5.14.2006

A Little Background

About ten years ago (wow, has it really been that long?), I was working at Best Buy with two of my best friends, Chris Stevenson and Andre Walker. During our shifts, aside from complaining about the company and management, we'd talk about comics, movies, animation, video games, and all things fanboy. But the really good conversations happened at Chris' house where we'd talk about the state of the entertainment industry and attempt to answer the age old question: "Well, what would you do different?"

As fans, we just weren't getting what we needed. Something was missing. Something was wrong. And, of course, we knew how to fix it. Our collective knowledge, built upon thousands of hours of movie/cartoon watching, reading comics, and playing video games gave us (at least in our minds) the perfect resume. So we put foot to ass and decided to create some of our own stories.

Comics was the easist way to go because, in our infinite wisdom, it seemed easy. You write a story, someone draws it, and you have an instant comic. Oh how little did we know. In hindsight, I can see that the concepts we created were born from the same comics, television shows, movies, and video games that we were obsessing over at the time. Chris created Watchers, a Buffy: The Vampire Slayer-esque WB teen drama. Andre created Black Dragon, a gritty, urban hero that was a cross between Batman and The Punisher.

And I created Drifter.


At the time, I was really into John Woo. I'd never seen anything quite like A Better Tomorrow, Hard Boiled, or The Killer in American cinema. So I read up on Woo and found that one of his influences was a director named Sam Peckinpah.

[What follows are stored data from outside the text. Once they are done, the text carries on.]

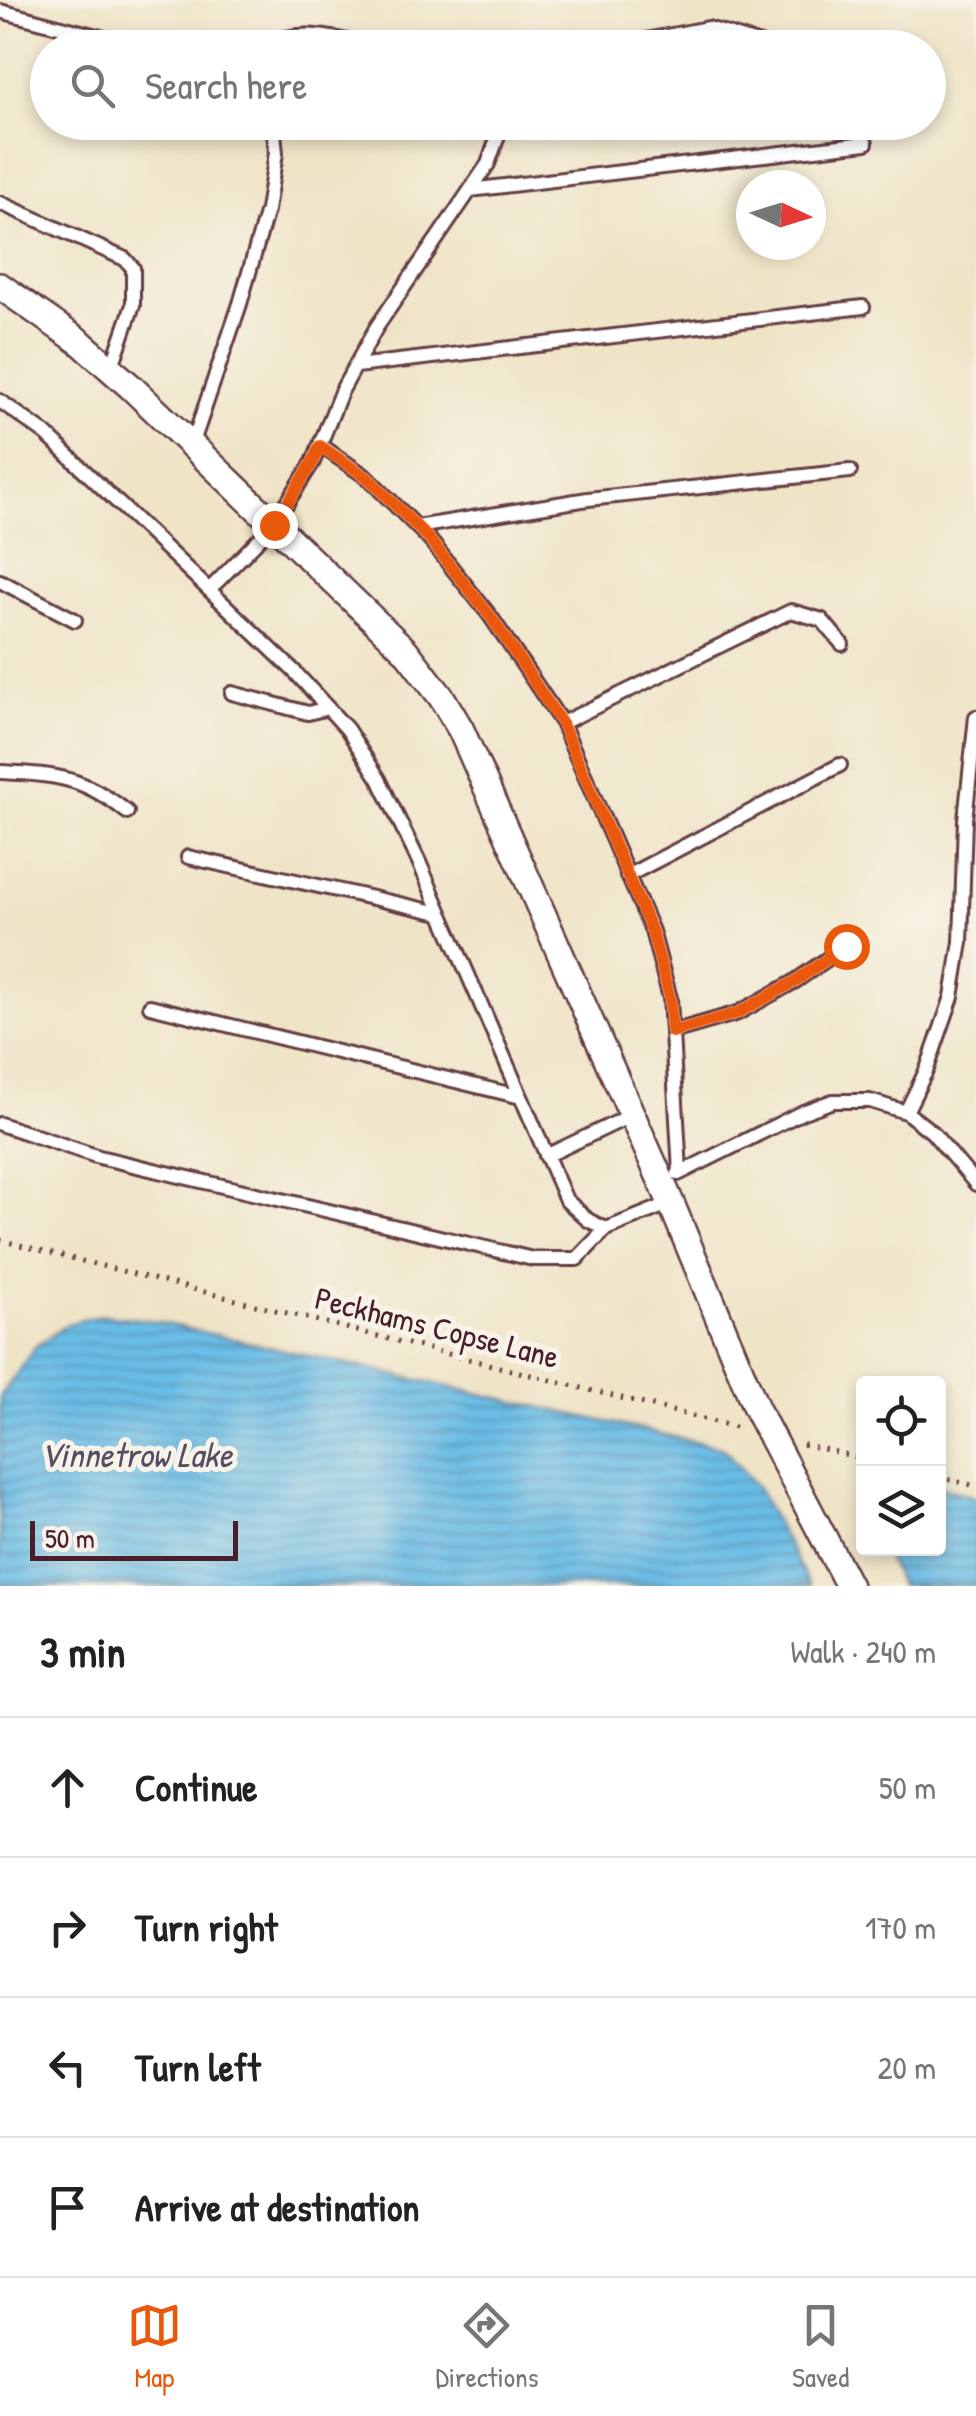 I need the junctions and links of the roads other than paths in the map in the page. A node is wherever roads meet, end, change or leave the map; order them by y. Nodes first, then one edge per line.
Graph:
1 (0, 10) edge
2 (75, 30) edge
3 (275, 140) edge
4 (497, 140) edge
5 (866, 143) dead end
6 (470, 190) junction
7 (0, 203) edge
8 (0, 286) edge
9 (863, 308) dead end
10 (356, 366) junction
11 (111, 369) junction
12 (0, 400) edge
13 (192, 445) junction
14 (320, 446) junction
15 (850, 470) dead end
16 (274, 525) junction
17 (417, 527) junction
18 (0, 581) edge
19 (209, 590) junction
20 (74, 620) dead end
21 (842, 644) dead end
22 (232, 693) dead end
23 (328, 708) junction
24 (976, 717) edge
25 (562, 724) junction
26 (840, 765) dead end
27 (0, 772) edge
28 (127, 812) dead end
29 (188, 857) dead end
30 (627, 876) junction
31 (440, 912) junction
32 (846, 946) dead end
33 (150, 1006) dead end
34 (672, 1032) junction
35 (521, 1098) junction
36 (906, 1112) junction
37 (632, 1115) junction
38 (0, 1124) edge
39 (546, 1156) junction
40 (976, 1184) edge
41 (672, 1187) junction
42 (606, 1229) junction
43 (850, 1586) edge

1 - 2 lane
3 - 13 lane
4 - 6 lane
5 - 6 lane
6 - 10 lane
7 - 11 lane
8 - 11 street
9 - 10 lane
10 - 14 lane
11 - 13 street
12 - 19 lane
13 - 16 street
14 - 16 lane
14 - 17 lane
15 - 17 lane
16 - 19 lane
16 - 37 street
17 - 25 lane
18 - 20 lane
19 - 23 lane
21 - 25 lane
22 - 23 lane
23 - 31 lane
24 - 36 lane
25 - 30 lane
26 - 30 lane
27 - 28 lane
29 - 31 lane
30 - 34 lane
31 - 35 lane
32 - 34 lane
33 - 35 lane
34 - 41 lane
35 - 39 lane
36 - 40 lane
36 - 41 lane
37 - 39 lane
37 - 41 street
38 - 42 lane
39 - 42 lane
41 - 42 lane
41 - 43 street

In an attempt to connect the dots, I watched The Wild Bunch, The Getaway, Bring Me the Head of Alfredo Garcia, and Straw Dogs. The Wild Bunch struck the biggest cord. Even though I'd become quite the movie buff, I'd always felt that Westerns were lame so I'd never really allowed myself to watch any of them. But The Wild Bunch was different. So I kept connecting the dots and ran into Sergio Leone.


A Fistful of Dollars. For A Few Dollars More. The Good, The Bad, And The Ugly. Once Upon A Time In The West.


Eventually, I'd round off my Western education with some Clint Eastwood, mainly Pale Rider and Unforgiven.

During this time, I was also discovering the world of animation.


I was watching the Batman and Superman animated series’ religiously.


They paved the way for the Fleischer Superman cartoons.

And I was starting to get into anime thanks to Giant Robo, Ninja Scroll, and Robotech.

Animation became a viable art form, capable of maturity and inventiveness beyond the after school and Saturday morning cartoons I’d watched as a kid.

So it should come as no surprise that my idea for a comic was Drifter - a gritty western revenge tale filled with violence and bloodshed, set in the backdrop of a barren wastelend…and told in an animated style with cinematic pacing.

With concept in hand, it was off to the drawing board.